It is the responsibility of every Christian is to be Christ’s ambassador (II Corinthians 5:20). No one ever had a more important task. If that be true – and I believe it is – then it is necessary that we know who Christ is.
Caiaphas, the high priest demonstrated what he thought of Jesus by becoming the cheerleader for a lawless mob that cried out, “Crucify Him! Crucify Him!” The unscrupulous moneychangers who were using the Temple courts for the purpose of selling merchandise said, “This man is going to hurt our business. Obviously He has to go.” The enemies of Jesus knew that if His influence continued to increase, their influence would diminish.
The friends of Jesus had a far different view of who He was. John the Baptist looked up one day while preaching to see Jesus coming in the distance and said, “Look, it is the Lamb of God who takes away the sins of the world” (John 1:29).

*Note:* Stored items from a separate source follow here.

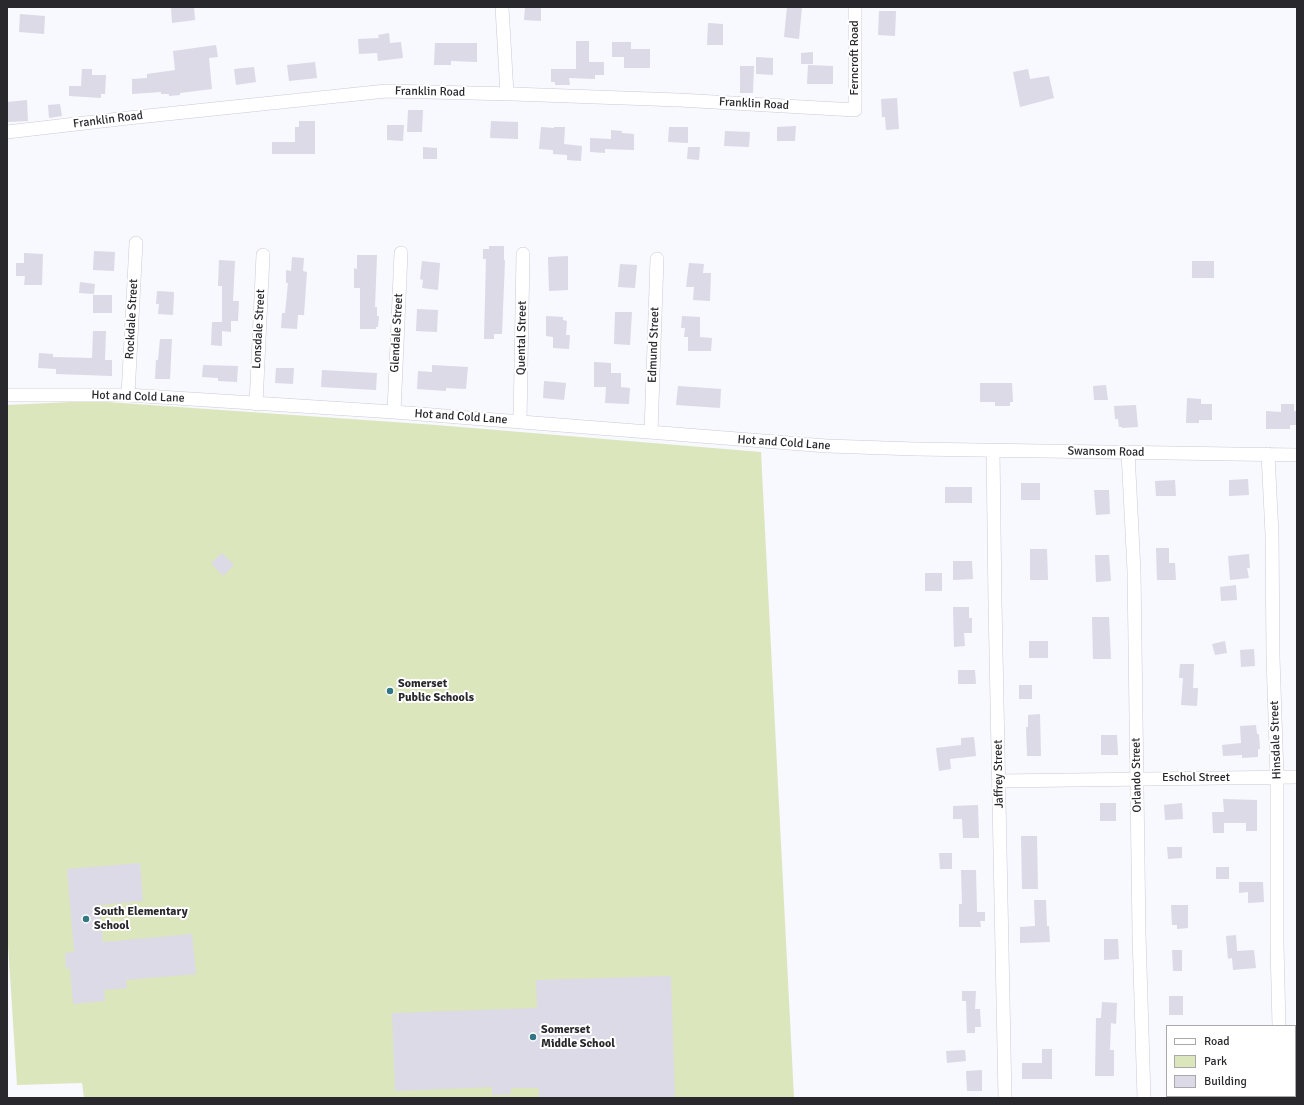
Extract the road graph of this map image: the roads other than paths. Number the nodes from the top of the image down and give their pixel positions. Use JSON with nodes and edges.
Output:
{"nodes":[{"id":1,"x":502,"y":7,"type":"edge"},
{"id":2,"x":855,"y":7,"type":"edge"},
{"id":3,"x":507,"y":94,"type":"junction"},
{"id":4,"x":855,"y":110,"type":"joint"},
{"id":5,"x":7,"y":132,"type":"edge"},
{"id":6,"x":136,"y":243,"type":"dead end"},
{"id":7,"x":401,"y":254,"type":"dead end"},
{"id":8,"x":523,"y":254,"type":"dead end"},
{"id":9,"x":263,"y":255,"type":"dead end"},
{"id":10,"x":657,"y":258,"type":"dead end"},
{"id":11,"x":7,"y":395,"type":"edge"},
{"id":12,"x":128,"y":395,"type":"junction"},
{"id":13,"x":256,"y":404,"type":"junction"},
{"id":14,"x":394,"y":412,"type":"junction"},
{"id":15,"x":520,"y":422,"type":"junction"},
{"id":16,"x":651,"y":432,"type":"junction"},
{"id":17,"x":915,"y":449,"type":"joint"},
{"id":18,"x":993,"y":450,"type":"junction"},
{"id":19,"x":1128,"y":452,"type":"junction"},
{"id":20,"x":1268,"y":454,"type":"junction"},
{"id":21,"x":1297,"y":455,"type":"edge"},
{"id":22,"x":1277,"y":777,"type":"junction"},
{"id":23,"x":1297,"y":777,"type":"edge"},
{"id":24,"x":1137,"y":778,"type":"junction"},
{"id":25,"x":999,"y":781,"type":"junction"},
{"id":26,"x":1279,"y":1025,"type":"edge"},
{"id":27,"x":1005,"y":1098,"type":"edge"},
{"id":28,"x":1144,"y":1098,"type":"edge"}],
"edges":[{"from":1,"to":3,"type":"street"},
{"from":2,"to":4,"type":"street","name":"Ferncroft Road"},
{"from":3,"to":4,"type":"street","name":"Franklin Road"},
{"from":3,"to":5,"type":"street","name":"Franklin Road"},
{"from":6,"to":12,"type":"street","name":"Rockdale Street"},
{"from":7,"to":14,"type":"street","name":"Glendale Street"},
{"from":8,"to":15,"type":"street","name":"Quental Street"},
{"from":9,"to":13,"type":"street","name":"Lonsdale Street"},
{"from":10,"to":16,"type":"street","name":"Edmund Street"},
{"from":11,"to":12,"type":"street","name":"Hot and Cold Lane"},
{"from":12,"to":13,"type":"street","name":"Hot and Cold Lane"},
{"from":13,"to":14,"type":"street","name":"Hot and Cold Lane"},
{"from":14,"to":15,"type":"street","name":"Hot and Cold Lane"},
{"from":15,"to":16,"type":"street","name":"Hot and Cold Lane"},
{"from":16,"to":17,"type":"street","name":"Hot and Cold Lane"},
{"from":17,"to":18,"type":"street","name":"Swansom Road"},
{"from":18,"to":19,"type":"street","name":"Swansom Road"},
{"from":18,"to":25,"type":"street","name":"Jaffrey Street"},
{"from":19,"to":20,"type":"street","name":"Swansom Road"},
{"from":19,"to":24,"type":"street","name":"Orlando Street"},
{"from":20,"to":21,"type":"street","name":"Swansom Road"},
{"from":20,"to":22,"type":"street","name":"Hinsdale Street"},
{"from":22,"to":23,"type":"street","name":"Eschol Street"},
{"from":22,"to":24,"type":"street","name":"Eschol Street"},
{"from":22,"to":26,"type":"street","name":"Hinsdale Street"},
{"from":24,"to":25,"type":"street","name":"Eschol Street"},
{"from":24,"to":28,"type":"street","name":"Orlando Street"},
{"from":25,"to":27,"type":"street","name":"Jaffrey Street"}]}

John the disciple, having been closely associated with Him for three years or more, described Him as “The Word made flesh, who has made His dwelling among us” (John 1:14). Andrew, having met Jesus, ran to tell his brother, Simon, “We have found the Messiah” (John 1:41). Philip, having walked a short distance with Christ, ran to Nathaniel and said, “We have found the one Moses wrote about in the Law, and about whom the prophets spoke” (John 1:45).
When Jesus asked Simon Peter, “Who do men say that I am?” Peter answered, “You are the Christ, the Son of the Living God” (Matthew 16:16). When the woman at the well in Samaria met Jesus, she ran back into the village and said, “Come, for I want you to see a man who told me all the things that I ever did: could this be the Christ?” (John 4:29). The soldiers who were sent to arrest Jesus returned empty-handed, saying, “No one ever spoke the way this man does” (John 7:46). Pilate, the Roman prefect, said, “I find no fault with this man” (Luke 23:4). The Roman soldier who supervised the crucifixion said, “Truly this man was the Son of God” (Mark 15:39).
The deep spiritual needs of your life will not be fully met until you ask and satisfactorily answer this question, “What do I believe about Jesus Christ?” The following is what I believe:
- Christ lived in the context of history. He is not the fruit of human imagination, or a creature of fiction, or the projection of human desires. Jewish and Roman historians mentioned Him, and those records are still extant. On no other ground can we account for the division of history into B.C. and A.D., for the existence of the New Testament, or for the existence of the early church.
- Christ lived as a human. He was born. He grew. He ate and drank and slept. He lived in the context of a human family. He experienced hunger and thirst. He knew what it was to be lonely, become exhausted, and experience pain. He walked with people, talked with them, touched them, and they talked with Him and touched Him. He wept as others weep. He worked as others work.
- Christ was more than human. He was God incarnate. I need a Savior, not just a good teacher or a worthy example. I need someone who has the power to cleanse me of sin and provide the assurance of life beyond death. If Christ is only a philosopher like Aristotle, Plato, or Socrates, then I can afford to be indifferent toward Him. But if Christ is God incarnate, God come to save us, it is only logical that I take Him seriously.
If Jesus were only a man, then we can turn our churches into lodge halls, civic clubs, or classrooms. If He were only a man we would be idolaters. We could throw away our hymnbooks that speak of His deity, and delete from our libraries all of the books that proclaim Him to be the divine Redeemer.
Because He was both God and man, the God-man, I can join the Apostle Paul in saying, “I live; yet not I, but Christ lives in me” (Galatians 2:20).